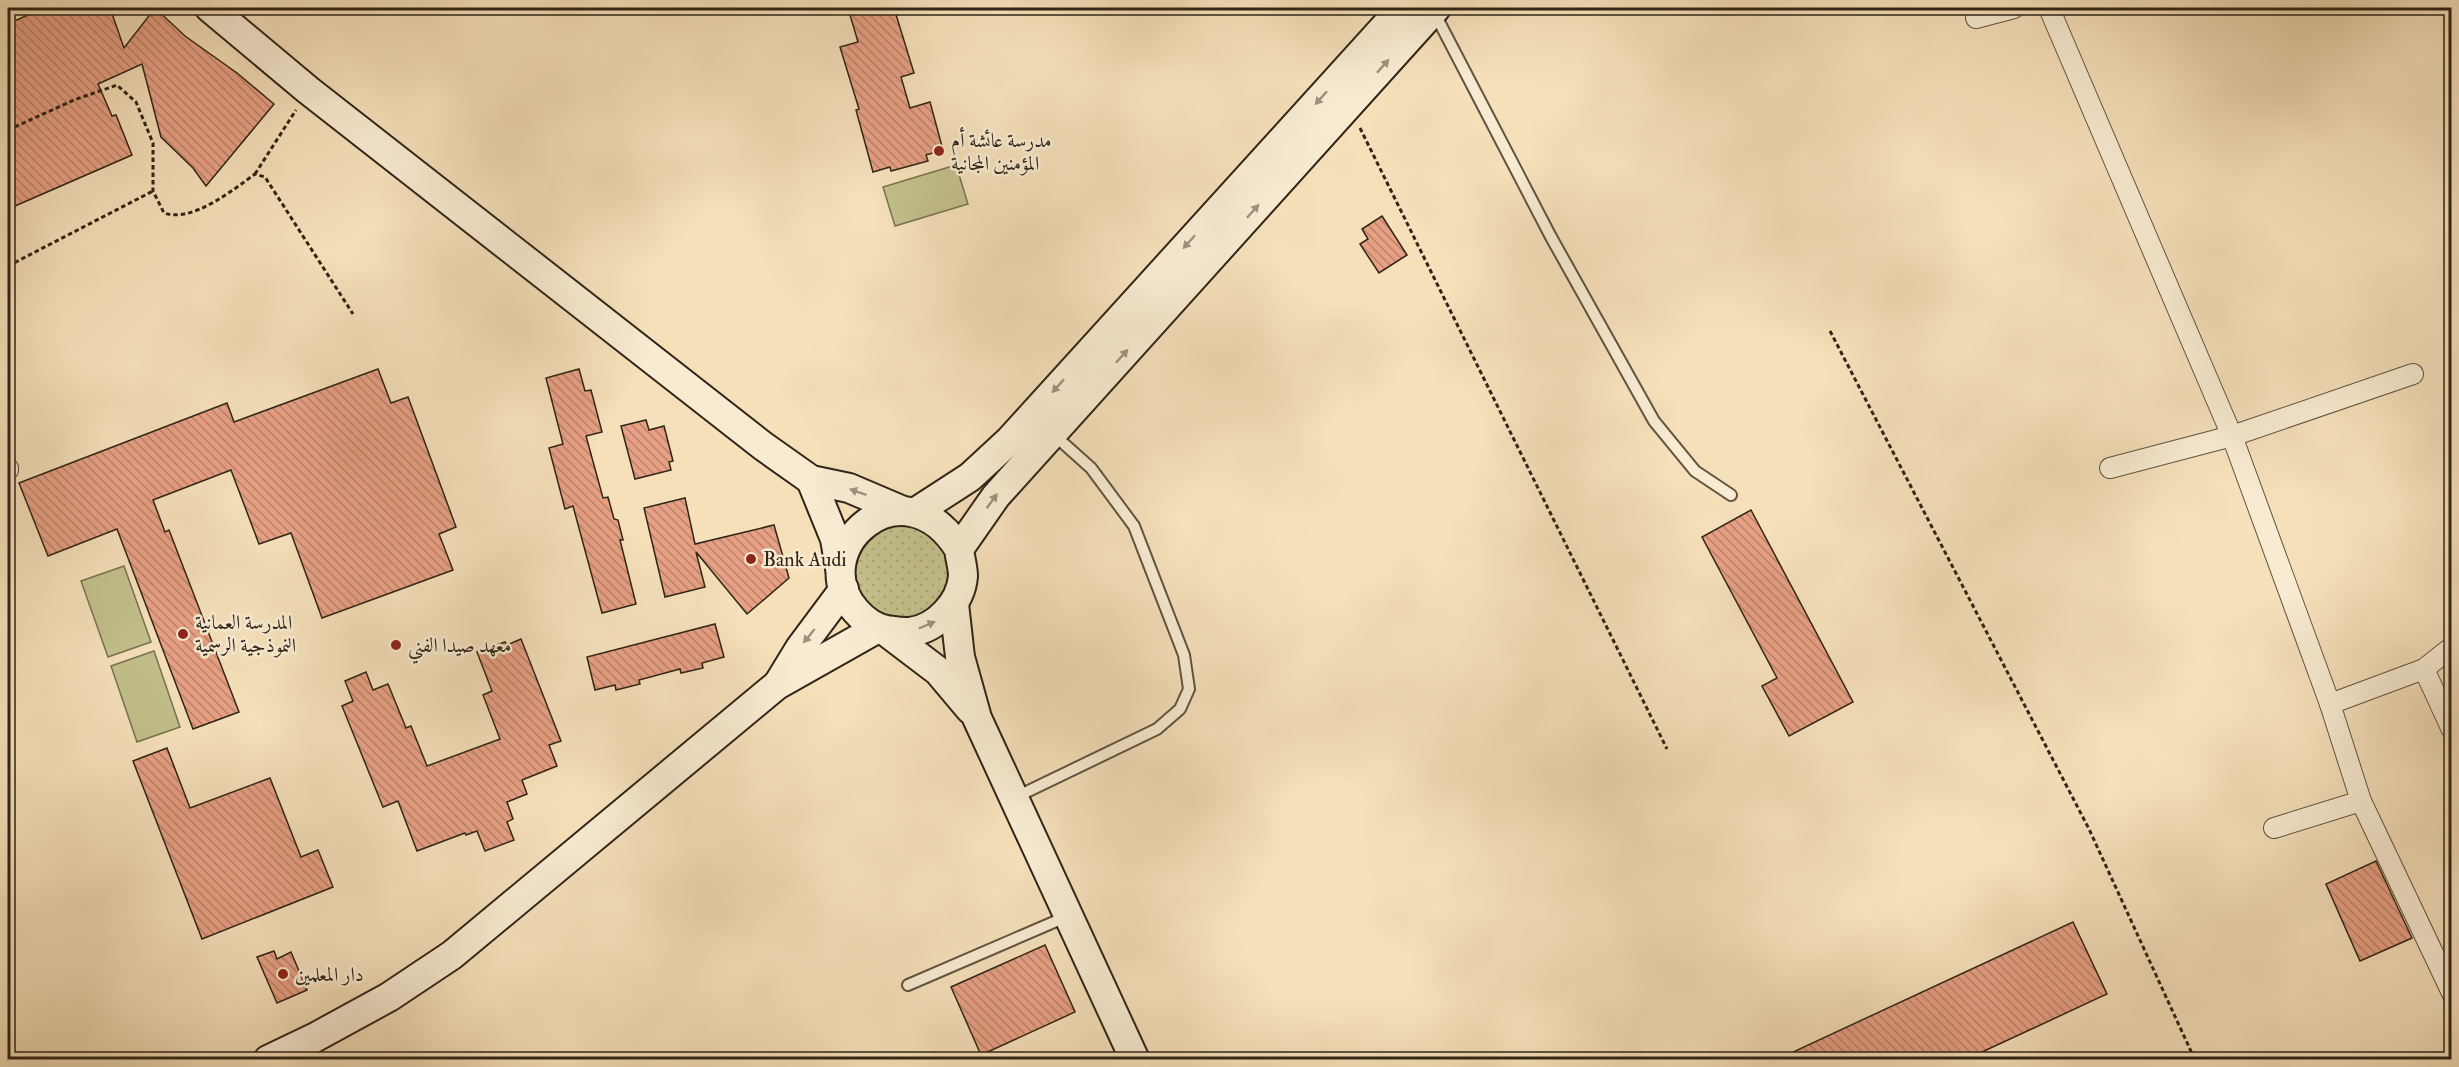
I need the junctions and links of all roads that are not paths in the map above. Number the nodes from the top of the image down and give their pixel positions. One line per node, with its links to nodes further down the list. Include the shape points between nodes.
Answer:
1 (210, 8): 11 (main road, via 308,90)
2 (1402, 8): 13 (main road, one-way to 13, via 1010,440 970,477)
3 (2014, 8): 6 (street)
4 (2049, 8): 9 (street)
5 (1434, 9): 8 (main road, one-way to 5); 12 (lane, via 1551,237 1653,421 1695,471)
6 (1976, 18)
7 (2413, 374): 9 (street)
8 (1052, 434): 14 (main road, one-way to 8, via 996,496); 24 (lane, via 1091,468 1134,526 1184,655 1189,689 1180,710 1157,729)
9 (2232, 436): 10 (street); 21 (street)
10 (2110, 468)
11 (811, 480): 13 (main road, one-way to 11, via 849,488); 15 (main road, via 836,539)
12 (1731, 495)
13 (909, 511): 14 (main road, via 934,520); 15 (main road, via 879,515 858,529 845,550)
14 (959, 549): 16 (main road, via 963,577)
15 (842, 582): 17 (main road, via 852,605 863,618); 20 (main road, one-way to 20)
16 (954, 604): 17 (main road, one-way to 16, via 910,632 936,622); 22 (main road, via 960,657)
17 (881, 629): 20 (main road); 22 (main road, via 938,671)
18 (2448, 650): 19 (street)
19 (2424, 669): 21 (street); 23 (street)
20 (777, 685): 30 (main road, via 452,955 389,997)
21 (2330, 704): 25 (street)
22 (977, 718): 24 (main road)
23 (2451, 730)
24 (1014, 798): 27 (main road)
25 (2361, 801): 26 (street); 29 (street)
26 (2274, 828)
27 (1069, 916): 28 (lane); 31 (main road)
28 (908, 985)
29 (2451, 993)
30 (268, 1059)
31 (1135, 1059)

==============================

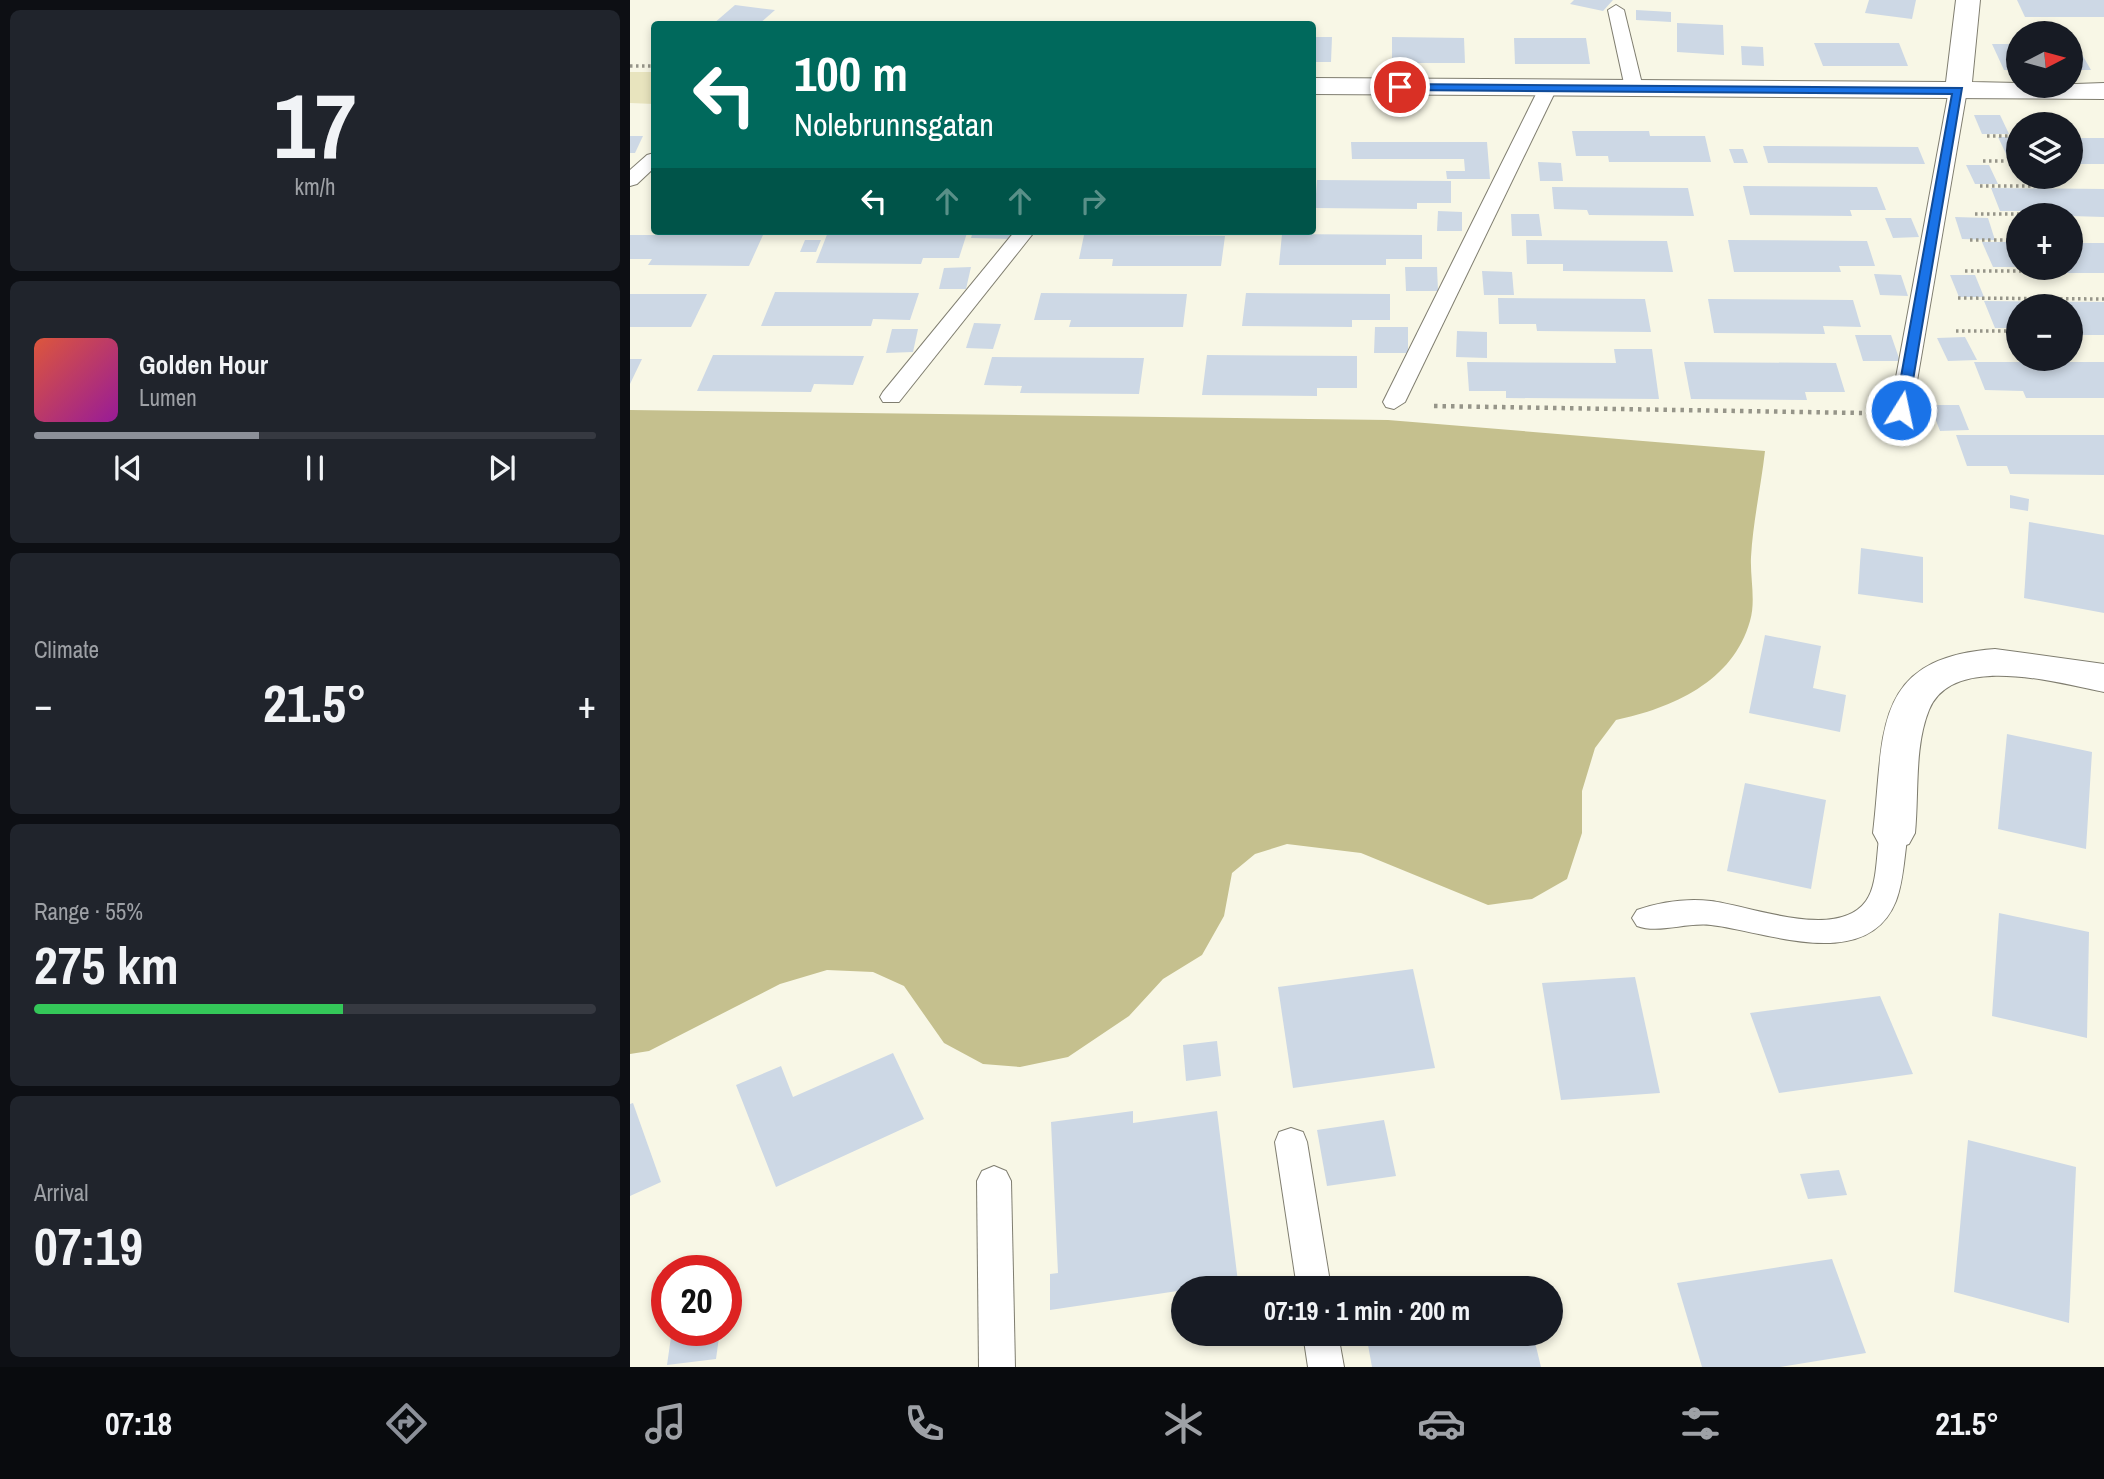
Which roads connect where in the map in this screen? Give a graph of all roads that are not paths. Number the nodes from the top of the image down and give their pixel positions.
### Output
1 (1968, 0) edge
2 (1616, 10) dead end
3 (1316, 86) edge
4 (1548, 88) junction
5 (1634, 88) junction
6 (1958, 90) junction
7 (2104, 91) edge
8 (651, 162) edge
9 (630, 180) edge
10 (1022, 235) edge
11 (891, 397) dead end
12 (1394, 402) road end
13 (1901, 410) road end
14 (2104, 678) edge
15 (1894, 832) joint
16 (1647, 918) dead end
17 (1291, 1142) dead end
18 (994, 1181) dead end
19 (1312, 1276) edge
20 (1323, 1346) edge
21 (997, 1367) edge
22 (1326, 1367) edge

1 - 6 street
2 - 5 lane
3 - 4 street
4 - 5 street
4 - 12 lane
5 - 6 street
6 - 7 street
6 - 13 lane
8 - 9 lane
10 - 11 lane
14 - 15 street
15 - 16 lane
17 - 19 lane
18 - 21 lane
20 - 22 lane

==============================

> [WORK REQUIRED]: Copy out every line in the records where the word "roads" is found.

> [TASK ANSWER]:
I need the junctions and links of all roads that are not paths in the map above. Number the nodes from the top of the image down and give their pixel positions. One line per node, with its links to nodes further down the list. Include the shape points between nodes.
Which roads connect where in the map in this screen? Give a graph of all roads that are not paths. Number the nodes from the top of the image down and give their pixel positions.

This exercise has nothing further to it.